Artificial pancreas trial success in babies and toddlers
Posted on 31 January 2019
The artificial pancreas is a safe and effective treatment for very young children, according to the results of the latest trial.
24 children from ages one to seven trialled the technology day and night for six weeks at home.
They spent on average 70% of time with glucose levels in range, and experienced no severe hypos or ketoacidosis.
This is the first and longest trial of its kind to test artificial pancreas technology in such young children under normal living conditions.
The artificial pancreas consists of a continuous glucose monitor (CGM), an insulin pump and a computer programme working together to automate background insulin delivery.
These results will help to secure access to this technology for babies and little children with type 1 diabetes when it is approved for use in the UK.
Why did they do this research?
The artificial pancreas holds promise as a new form of treatment as it could improve the health and quality of life of people living with type 1 diabetes.

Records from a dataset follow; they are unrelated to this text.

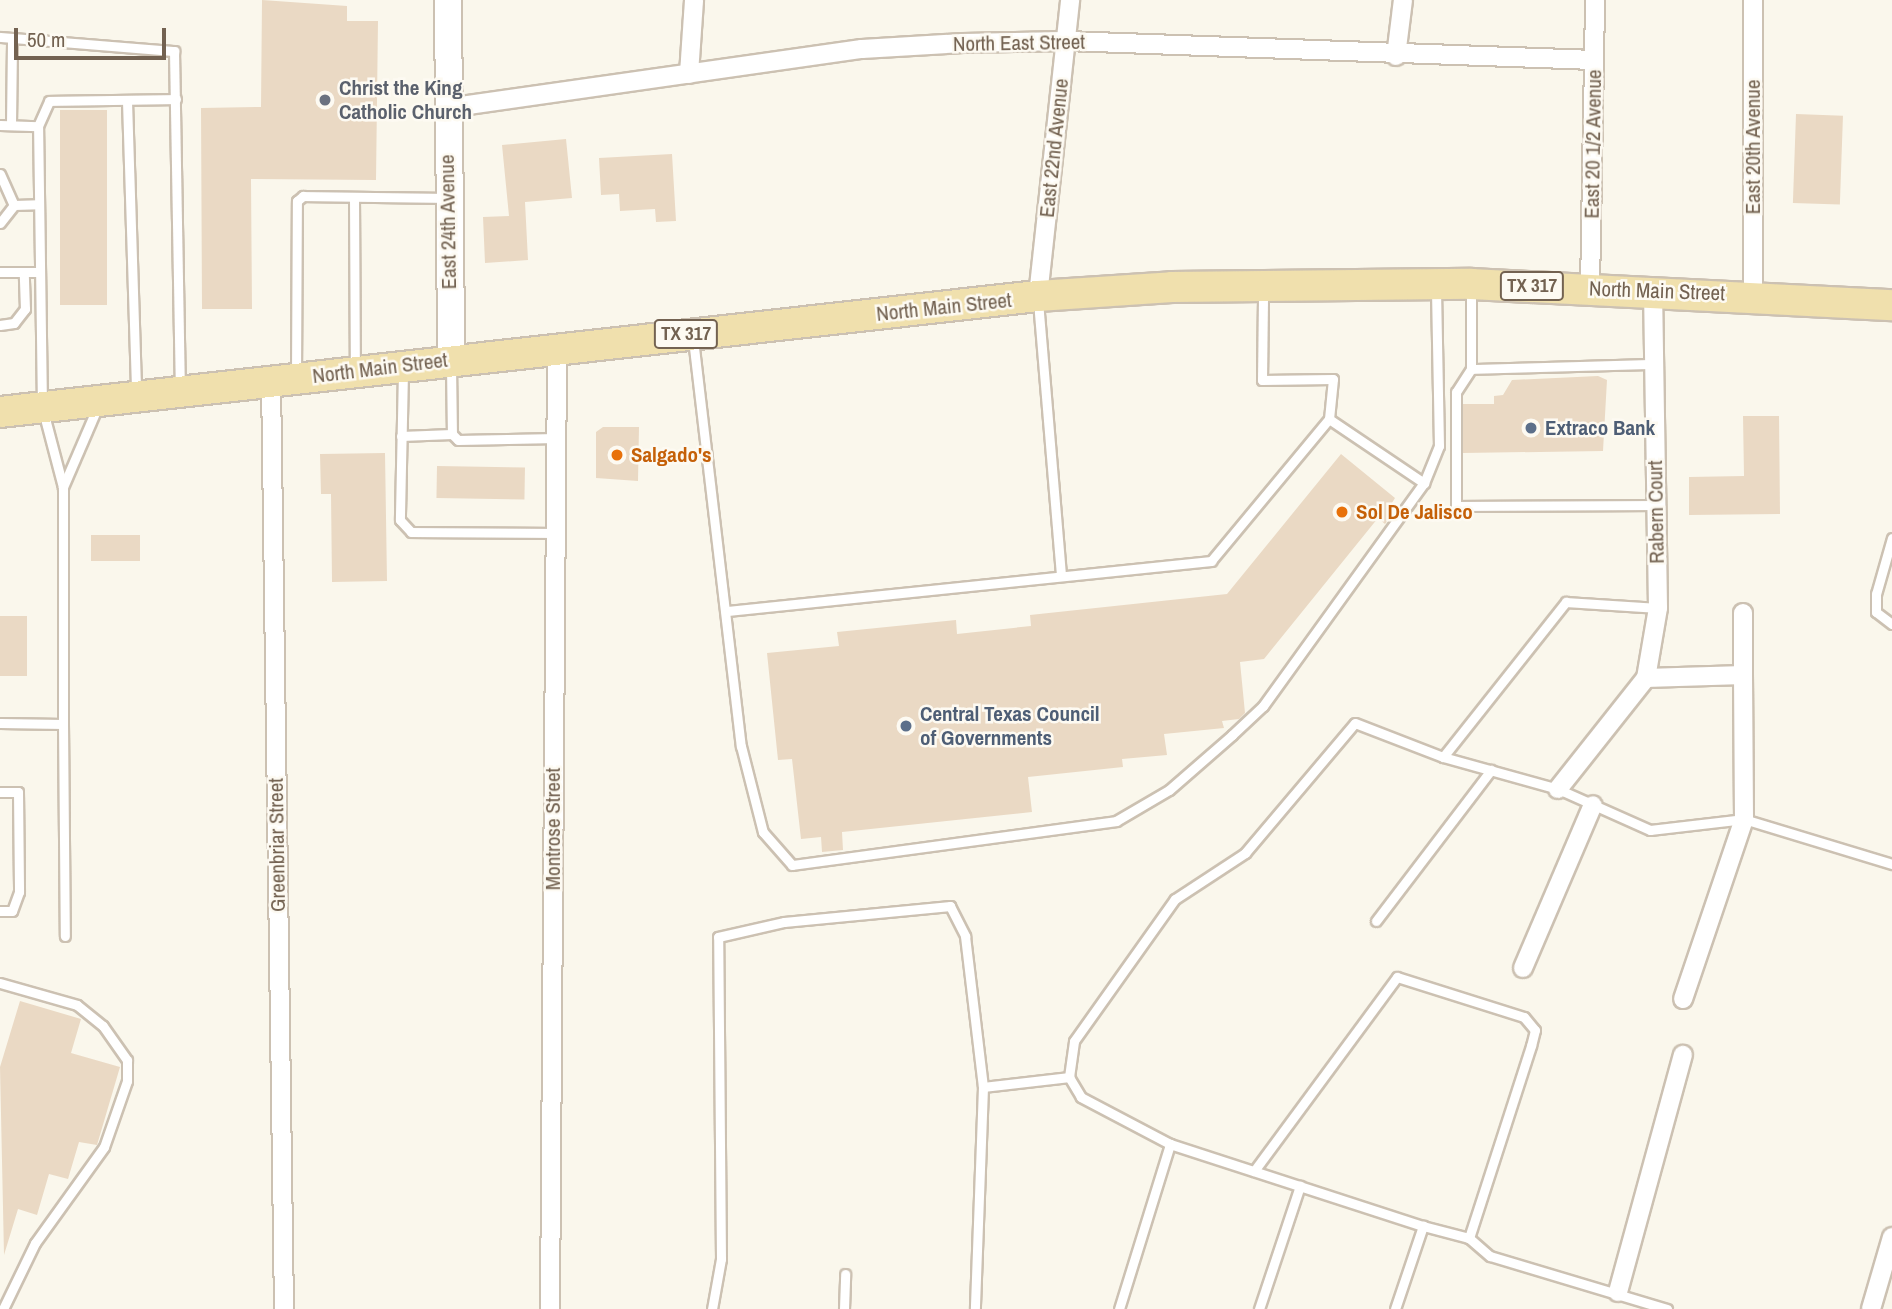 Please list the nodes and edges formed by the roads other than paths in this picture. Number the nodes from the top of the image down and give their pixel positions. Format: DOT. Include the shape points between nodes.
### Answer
graph roads {
  1 [pos="448,0"];
  2 [pos="694,0"];
  3 [pos="1070,0"];
  4 [pos="1403,0"];
  5 [pos="1595,0"];
  6 [pos="1753,0"];
  7 [pos="0,37"];
  8 [pos="12,39"];
  9 [pos="1066,41"];
  10 [pos="1396,56"];
  11 [pos="1594,60"];
  12 [pos="689,74"];
  13 [pos="176,99"];
  14 [pos="127,101"];
  15 [pos="447,108"];
  16 [pos="0,125"];
  17 [pos="11,125"];
  18 [pos="38,126"];
  19 [pos="0,174"];
  20 [pos="3,187"];
  21 [pos="354,197"];
  22 [pos="447,198"];
  23 [pos="38,204"];
  24 [pos="14,205"];
  25 [pos="1,220"];
  26 [pos="0,272"];
  27 [pos="24,272"];
  28 [pos="38,272"];
  29 [pos="1263,283"];
  30 [pos="1436,283"];
  31 [pos="1471,284"];
  32 [pos="1590,289"];
  33 [pos="1653,289"];
  34 [pos="1754,295"];
  35 [pos="1038,296"];
  36 [pos="1892,306"];
  37 [pos="0,325"];
  38 [pos="692,334"];
  39 [pos="557,348"];
  40 [pos="451,360"];
  41 [pos="1654,364"];
  42 [pos="403,365"];
  43 [pos="1471,369"];
  44 [pos="355,371"];
  45 [pos="283,379"];
  46 [pos="180,391"];
  47 [pos="136,396"];
  48 [pos="100,400"];
  49 [pos="42,407"];
  50 [pos="0,412"];
  51 [pos="1329,419"];
  52 [pos="452,434"];
  53 [pos="401,436"];
  54 [pos="557,438"];
  55 [pos="1424,483"];
  56 [pos="63,486"];
  57 [pos="1656,505"];
  58 [pos="556,533"];
  59 [pos="1892,538"];
  60 [pos="1887,572"];
  61 [pos="1061,575"];
  62 [pos="1658,608"];
  63 [pos="727,611"];
  64 [pos="1743,613"];
  65 [pos="1892,624"];
  66 [pos="1743,675"];
  67 [pos="1646,678"];
  68 [pos="0,723"];
  69 [pos="63,724"];
  70 [pos="1443,757"];
  71 [pos="1490,771"];
  72 [pos="1558,789"];
  73 [pos="0,792"];
  74 [pos="1593,805"];
  75 [pos="1744,819"];
  76 [pos="1892,864"];
  77 [pos="0,911"];
  78 [pos="1376,921"];
  79 [pos="65,936"];
  80 [pos="1522,968"];
  81 [pos="0,983"];
  82 [pos="1684,999"];
  83 [pos="1683,1055"];
  84 [pos="1069,1077"];
  85 [pos="983,1087"];
  86 [pos="1170,1144"];
  87 [pos="1254,1171"];
  88 [pos="1300,1186"];
  89 [pos="1423,1226"];
  90 [pos="1892,1237"];
  91 [pos="1469,1238"];
  92 [pos="845,1274"];
  93 [pos="1618,1292"];
  94 [pos="3,1309"];
  95 [pos="284,1309"];
  96 [pos="550,1309"];
  97 [pos="712,1309"];
  98 [pos="844,1309"];
  99 [pos="975,1309"];
  100 [pos="1119,1309"];
  101 [pos="1259,1309"];
  102 [pos="1395,1309"];
  103 [pos="1667,1309"];
  104 [pos="1871,1309"];
  1 -- 15 [label="street, East 24th Avenue"];
  2 -- 12 [label="street"];
  3 -- 9 [label="street, East 22nd Avenue"];
  4 -- 10 [label="street"];
  5 -- 11 [label="street, East 20 1/2 Avenue"];
  6 -- 34 [label="street, East 20th Avenue"];
  7 -- 8 [label="lane"];
  8 -- 13 [label="lane" via="174,51"];
  8 -- 17 [label="lane"];
  9 -- 10 [label="street, North East Street"];
  9 -- 12 [label="street, North East Street" via="862,49"];
  9 -- 35 [label="street, East 22nd Avenue"];
  10 -- 11 [label="street, North East Street"];
  11 -- 32 [label="street, East 20 1/2 Avenue"];
  12 -- 15 [label="street, North East Street"];
  13 -- 14 [label="lane"];
  13 -- 46 [label="lane"];
  14 -- 18 [label="lane" via="49,101"];
  14 -- 47 [label="lane"];
  15 -- 22 [label="street, East 24th Avenue"];
  16 -- 17 [label="lane"];
  17 -- 18 [label="lane"];
  18 -- 23 [label="lane"];
  19 -- 20 [label="lane"];
  20 -- 24 [label="lane"];
  21 -- 22 [label="lane"];
  21 -- 44 [label="lane"];
  21 -- 45 [label="lane" via="303,196 298,201"];
  22 -- 40 [label="street, East 24th Avenue"];
  23 -- 24 [label="lane"];
  23 -- 28 [label="lane"];
  24 -- 25 [label="lane"];
  26 -- 27 [label="lane"];
  27 -- 28 [label="lane"];
  27 -- 37 [label="lane" via="26,309 14,323"];
  28 -- 49 [label="lane"];
  29 -- 30 [label="main road, North Main Street / TX 317"];
  29 -- 35 [label="main road, North Main Street / TX 317"];
  29 -- 51 [label="lane" via="1262,380 1333,379"];
  30 -- 31 [label="main road, North Main Street / TX 317"];
  30 -- 55 [label="lane" via="1439,446"];
  31 -- 32 [label="main road, North Main Street / TX 317"];
  31 -- 43 [label="lane"];
  32 -- 33 [label="main road, North Main Street / TX 317"];
  33 -- 34 [label="main road, North Main Street / TX 317"];
  33 -- 41 [label="street, Rabern Court"];
  34 -- 36 [label="main road, North Main Street / TX 317"];
  35 -- 38 [label="main road, North Main Street / TX 317"];
  35 -- 61 [label="lane"];
  38 -- 39 [label="main road, North Main Street / TX 317"];
  38 -- 63 [label="lane"];
  39 -- 40 [label="main road, North Main Street / TX 317"];
  39 -- 54 [label="street, Montrose Street"];
  40 -- 42 [label="main road, North Main Street / TX 317"];
  40 -- 52 [label="lane"];
  41 -- 43 [label="lane"];
  41 -- 57 [label="street, Rabern Court"];
  42 -- 44 [label="main road, North Main Street / TX 317"];
  42 -- 53 [label="lane"];
  43 -- 57 [label="lane" via="1456,392 1456,506"];
  44 -- 45 [label="main road, North Main Street / TX 317"];
  45 -- 46 [label="main road, North Main Street / TX 317"];
  45 -- 95 [label="street, Greenbriar Street"];
  46 -- 47 [label="main road, North Main Street / TX 317"];
  47 -- 48 [label="main road, North Main Street / TX 317"];
  48 -- 49 [label="main road, North Main Street / TX 317"];
  48 -- 56 [label="lane"];
  49 -- 50 [label="main road, North Main Street / TX 317"];
  49 -- 56 [label="lane"];
  51 -- 55 [label="lane"];
  51 -- 61 [label="lane" via="1211,561"];
  52 -- 53 [label="lane"];
  52 -- 54 [label="lane" via="458,440"];
  53 -- 58 [label="lane" via="400,520 411,532"];
  54 -- 58 [label="street, Montrose Street"];
  55 -- 63 [label="lane" via="1263,706 1169,790 1115,821 792,865 763,832 741,746"];
  56 -- 69 [label="lane"];
  57 -- 62 [label="street, Rabern Court"];
  58 -- 96 [label="street, Montrose Street"];
  59 -- 60 [label="lane"];
  60 -- 65 [label="lane" via="1876,612"];
  61 -- 63 [label="lane"];
  62 -- 67 [label="street, Rabern Court"];
  62 -- 70 [label="lane" via="1566,602"];
  64 -- 66 [label="street"];
  66 -- 67 [label="street"];
  66 -- 75 [label="street"];
  67 -- 72 [label="street"];
  68 -- 69 [label="lane"];
  69 -- 79 [label="lane"];
  70 -- 71 [label="lane"];
  70 -- 84 [label="lane" via="1355,723 1245,853 1175,899 1074,1041"];
  71 -- 72 [label="lane"];
  71 -- 78 [label="lane"];
  72 -- 74 [label="lane"];
  73 -- 77 [label="lane" via="18,793 19,892 12,911"];
  74 -- 75 [label="lane" via="1650,830"];
  74 -- 80 [label="street"];
  75 -- 76 [label="lane"];
  75 -- 82 [label="street"];
  81 -- 94 [label="lane" via="77,1005 103,1026 127,1060 127,1081 104,1147 34,1243"];
  83 -- 93 [label="street"];
  84 -- 85 [label="lane"];
  84 -- 86 [label="lane" via="1081,1097"];
  85 -- 97 [label="lane" via="965,936 950,906 784,922 718,937 721,1259"];
  85 -- 99 [label="lane"];
  86 -- 87 [label="lane"];
  86 -- 100 [label="lane"];
  87 -- 88 [label="lane"];
  87 -- 91 [label="lane" via="1397,977 1524,1017 1535,1030"];
  88 -- 89 [label="lane"];
  88 -- 101 [label="lane"];
  89 -- 91 [label="lane"];
  89 -- 102 [label="lane"];
  90 -- 104 [label="street"];
  91 -- 93 [label="lane" via="1490,1256"];
  92 -- 98 [label="lane"];
  93 -- 103 [label="lane"];
}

JDRF has supported Cambridge-based Professor Roman Hovorka to develop an artificial pancreas since 2006.
Professor Hovorka has been testing his artificial pancreas in increasingly larger and more diverse groups of people with type 1 diabetes, to see if they could benefit from the technology
Managing type 1 in very young children is particularly challenging as they need very small amounts of insulin. In addition, they may not be able to communicate their needs with their caregivers, or administer their treatment themselves.
In this trial, Professor Hovorka’s team wanted to test whether the artificial pancreas was suitable for very little children, and whether using diluted insulin was more effective than regular insulin.
What did they do?
24 children in the UK and in Austria took part in the trial.
The researchers trained the parents in how to use the artificial pancreas, and then the children wore the technology while carrying out their lives as normal.
The children trialled both regular and diluted insulin in the artificial pancreas. They spent three weeks on one type of insulin before swapping to the other type of insulin for a further three weeks.
What did they find?
There was no difference in results depending on the type of insulin used.
The children spent on average 70% of time within the target glucose range of 3.9 – 10 mmol/L.
Importantly, there were no cases of severe hypos or ketoacidosis as a result of the artificial pancreas.
What does this mean for type 1?
New treatments have to be tested extensively to check as far as possible that they are safe and effective for people with type 1 diabetes.
These results are encouraging as they show that the artificial pancreas system could be a suitable treatment for very young children.
If approved for use, this technology could bring greater peace of mind to parents and caregivers of young children with type 1 diabetes.
What’s the next step?
The team aim to carry out longer studies with a larger number of participants to test how effective the artificial pancreas is in comparison to other treatment methods.